## EXERCISE
Reproduce each line of the material that follows, word for word.

## INPUT DATA
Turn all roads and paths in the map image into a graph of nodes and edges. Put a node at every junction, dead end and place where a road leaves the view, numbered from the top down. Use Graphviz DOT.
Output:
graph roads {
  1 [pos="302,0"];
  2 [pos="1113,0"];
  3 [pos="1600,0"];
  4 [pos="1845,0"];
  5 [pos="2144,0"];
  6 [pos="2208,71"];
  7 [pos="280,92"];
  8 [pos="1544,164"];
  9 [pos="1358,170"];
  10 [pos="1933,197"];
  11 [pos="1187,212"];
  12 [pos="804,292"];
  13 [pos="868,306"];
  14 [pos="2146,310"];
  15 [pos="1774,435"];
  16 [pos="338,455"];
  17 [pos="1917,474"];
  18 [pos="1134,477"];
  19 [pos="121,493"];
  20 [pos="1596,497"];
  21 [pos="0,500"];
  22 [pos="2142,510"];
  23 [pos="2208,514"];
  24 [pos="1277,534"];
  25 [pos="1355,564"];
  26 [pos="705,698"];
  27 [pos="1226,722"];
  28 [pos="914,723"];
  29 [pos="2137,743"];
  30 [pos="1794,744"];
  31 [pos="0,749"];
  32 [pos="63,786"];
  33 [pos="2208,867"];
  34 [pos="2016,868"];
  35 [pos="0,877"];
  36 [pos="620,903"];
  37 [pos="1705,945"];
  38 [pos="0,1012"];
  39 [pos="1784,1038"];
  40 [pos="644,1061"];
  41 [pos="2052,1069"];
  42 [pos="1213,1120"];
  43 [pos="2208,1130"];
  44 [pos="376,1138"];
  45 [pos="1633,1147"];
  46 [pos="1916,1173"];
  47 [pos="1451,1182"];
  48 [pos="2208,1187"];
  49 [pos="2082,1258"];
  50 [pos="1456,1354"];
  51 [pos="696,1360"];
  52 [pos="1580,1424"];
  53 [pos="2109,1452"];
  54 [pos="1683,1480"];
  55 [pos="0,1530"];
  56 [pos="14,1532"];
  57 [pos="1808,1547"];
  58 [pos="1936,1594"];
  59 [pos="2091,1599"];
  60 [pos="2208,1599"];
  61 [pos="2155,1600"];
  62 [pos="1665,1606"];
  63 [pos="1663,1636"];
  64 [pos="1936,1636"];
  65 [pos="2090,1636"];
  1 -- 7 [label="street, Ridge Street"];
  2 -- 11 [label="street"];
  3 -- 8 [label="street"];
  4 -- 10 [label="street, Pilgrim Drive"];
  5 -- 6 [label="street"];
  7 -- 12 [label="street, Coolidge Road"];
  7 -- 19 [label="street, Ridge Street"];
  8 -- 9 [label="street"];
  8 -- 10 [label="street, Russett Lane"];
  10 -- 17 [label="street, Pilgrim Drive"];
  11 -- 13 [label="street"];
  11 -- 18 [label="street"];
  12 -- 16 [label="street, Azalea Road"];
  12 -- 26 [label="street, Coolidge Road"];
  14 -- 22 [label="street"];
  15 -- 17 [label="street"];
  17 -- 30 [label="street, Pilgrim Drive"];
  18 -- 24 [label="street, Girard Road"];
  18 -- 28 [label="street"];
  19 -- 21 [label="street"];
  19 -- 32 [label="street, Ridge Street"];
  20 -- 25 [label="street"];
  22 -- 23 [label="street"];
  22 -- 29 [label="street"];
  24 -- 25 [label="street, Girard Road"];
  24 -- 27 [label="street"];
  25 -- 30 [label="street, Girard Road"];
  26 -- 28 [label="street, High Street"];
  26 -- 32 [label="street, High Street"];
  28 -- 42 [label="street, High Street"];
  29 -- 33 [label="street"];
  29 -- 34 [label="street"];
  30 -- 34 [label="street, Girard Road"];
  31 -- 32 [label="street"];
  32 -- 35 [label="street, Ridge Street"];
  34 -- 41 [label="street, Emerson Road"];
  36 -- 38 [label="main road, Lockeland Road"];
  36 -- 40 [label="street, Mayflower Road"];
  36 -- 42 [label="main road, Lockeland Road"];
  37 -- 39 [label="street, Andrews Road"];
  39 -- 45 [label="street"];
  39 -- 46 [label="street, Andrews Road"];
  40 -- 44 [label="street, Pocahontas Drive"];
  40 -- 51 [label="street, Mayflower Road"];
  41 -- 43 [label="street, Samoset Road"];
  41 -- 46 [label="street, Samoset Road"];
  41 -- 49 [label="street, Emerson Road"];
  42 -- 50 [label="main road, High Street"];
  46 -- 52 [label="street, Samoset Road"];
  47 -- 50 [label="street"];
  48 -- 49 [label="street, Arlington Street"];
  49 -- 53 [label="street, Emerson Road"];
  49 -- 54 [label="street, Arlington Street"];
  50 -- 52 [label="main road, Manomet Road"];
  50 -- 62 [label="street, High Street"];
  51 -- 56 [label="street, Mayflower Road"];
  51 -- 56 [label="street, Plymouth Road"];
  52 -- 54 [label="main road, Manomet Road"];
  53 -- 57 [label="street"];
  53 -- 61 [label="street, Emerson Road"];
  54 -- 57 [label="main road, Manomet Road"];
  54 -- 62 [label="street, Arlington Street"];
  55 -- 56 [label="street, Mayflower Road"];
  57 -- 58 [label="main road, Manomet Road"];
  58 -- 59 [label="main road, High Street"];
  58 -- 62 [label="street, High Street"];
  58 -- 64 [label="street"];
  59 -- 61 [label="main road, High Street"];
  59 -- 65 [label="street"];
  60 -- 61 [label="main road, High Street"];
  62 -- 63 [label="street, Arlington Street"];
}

## RESPONSE AREA
Turn all roads and paths in the map image into a graph of nodes and edges. Put a node at every junction, dead end and place where a road leaves the view, numbered from the top down. Use Graphviz DOT.
Output:
graph roads {
  1 [pos="302,0"];
  2 [pos="1113,0"];
  3 [pos="1600,0"];
  4 [pos="1845,0"];
  5 [pos="2144,0"];
  6 [pos="2208,71"];
  7 [pos="280,92"];
  8 [pos="1544,164"];
  9 [pos="1358,170"];
  10 [pos="1933,197"];
  11 [pos="1187,212"];
  12 [pos="804,292"];
  13 [pos="868,306"];
  14 [pos="2146,310"];
  15 [pos="1774,435"];
  16 [pos="338,455"];
  17 [pos="1917,474"];
  18 [pos="1134,477"];
  19 [pos="121,493"];
  20 [pos="1596,497"];
  21 [pos="0,500"];
  22 [pos="2142,510"];
  23 [pos="2208,514"];
  24 [pos="1277,534"];
  25 [pos="1355,564"];
  26 [pos="705,698"];
  27 [pos="1226,722"];
  28 [pos="914,723"];
  29 [pos="2137,743"];
  30 [pos="1794,744"];
  31 [pos="0,749"];
  32 [pos="63,786"];
  33 [pos="2208,867"];
  34 [pos="2016,868"];
  35 [pos="0,877"];
  36 [pos="620,903"];
  37 [pos="1705,945"];
  38 [pos="0,1012"];
  39 [pos="1784,1038"];
  40 [pos="644,1061"];
  41 [pos="2052,1069"];
  42 [pos="1213,1120"];
  43 [pos="2208,1130"];
  44 [pos="376,1138"];
  45 [pos="1633,1147"];
  46 [pos="1916,1173"];
  47 [pos="1451,1182"];
  48 [pos="2208,1187"];
  49 [pos="2082,1258"];
  50 [pos="1456,1354"];
  51 [pos="696,1360"];
  52 [pos="1580,1424"];
  53 [pos="2109,1452"];
  54 [pos="1683,1480"];
  55 [pos="0,1530"];
  56 [pos="14,1532"];
  57 [pos="1808,1547"];
  58 [pos="1936,1594"];
  59 [pos="2091,1599"];
  60 [pos="2208,1599"];
  61 [pos="2155,1600"];
  62 [pos="1665,1606"];
  63 [pos="1663,1636"];
  64 [pos="1936,1636"];
  65 [pos="2090,1636"];
  1 -- 7 [label="street, Ridge Street"];
  2 -- 11 [label="street"];
  3 -- 8 [label="street"];
  4 -- 10 [label="street, Pilgrim Drive"];
  5 -- 6 [label="street"];
  7 -- 12 [label="street, Coolidge Road"];
  7 -- 19 [label="street, Ridge Street"];
  8 -- 9 [label="street"];
  8 -- 10 [label="street, Russett Lane"];
  10 -- 17 [label="street, Pilgrim Drive"];
  11 -- 13 [label="street"];
  11 -- 18 [label="street"];
  12 -- 16 [label="street, Azalea Road"];
  12 -- 26 [label="street, Coolidge Road"];
  14 -- 22 [label="street"];
  15 -- 17 [label="street"];
  17 -- 30 [label="street, Pilgrim Drive"];
  18 -- 24 [label="street, Girard Road"];
  18 -- 28 [label="street"];
  19 -- 21 [label="street"];
  19 -- 32 [label="street, Ridge Street"];
  20 -- 25 [label="street"];
  22 -- 23 [label="street"];
  22 -- 29 [label="street"];
  24 -- 25 [label="street, Girard Road"];
  24 -- 27 [label="street"];
  25 -- 30 [label="street, Girard Road"];
  26 -- 28 [label="street, High Street"];
  26 -- 32 [label="street, High Street"];
  28 -- 42 [label="street, High Street"];
  29 -- 33 [label="street"];
  29 -- 34 [label="street"];
  30 -- 34 [label="street, Girard Road"];
  31 -- 32 [label="street"];
  32 -- 35 [label="street, Ridge Street"];
  34 -- 41 [label="street, Emerson Road"];
  36 -- 38 [label="main road, Lockeland Road"];
  36 -- 40 [label="street, Mayflower Road"];
  36 -- 42 [label="main road, Lockeland Road"];
  37 -- 39 [label="street, Andrews Road"];
  39 -- 45 [label="street"];
  39 -- 46 [label="street, Andrews Road"];
  40 -- 44 [label="street, Pocahontas Drive"];
  40 -- 51 [label="street, Mayflower Road"];
  41 -- 43 [label="street, Samoset Road"];
  41 -- 46 [label="street, Samoset Road"];
  41 -- 49 [label="street, Emerson Road"];
  42 -- 50 [label="main road, High Street"];
  46 -- 52 [label="street, Samoset Road"];
  47 -- 50 [label="street"];
  48 -- 49 [label="street, Arlington Street"];
  49 -- 53 [label="street, Emerson Road"];
  49 -- 54 [label="street, Arlington Street"];
  50 -- 52 [label="main road, Manomet Road"];
  50 -- 62 [label="street, High Street"];
  51 -- 56 [label="street, Mayflower Road"];
  51 -- 56 [label="street, Plymouth Road"];
  52 -- 54 [label="main road, Manomet Road"];
  53 -- 57 [label="street"];
  53 -- 61 [label="street, Emerson Road"];
  54 -- 57 [label="main road, Manomet Road"];
  54 -- 62 [label="street, Arlington Street"];
  55 -- 56 [label="street, Mayflower Road"];
  57 -- 58 [label="main road, Manomet Road"];
  58 -- 59 [label="main road, High Street"];
  58 -- 62 [label="street, High Street"];
  58 -- 64 [label="street"];
  59 -- 61 [label="main road, High Street"];
  59 -- 65 [label="street"];
  60 -- 61 [label="main road, High Street"];
  62 -- 63 [label="street, Arlington Street"];
}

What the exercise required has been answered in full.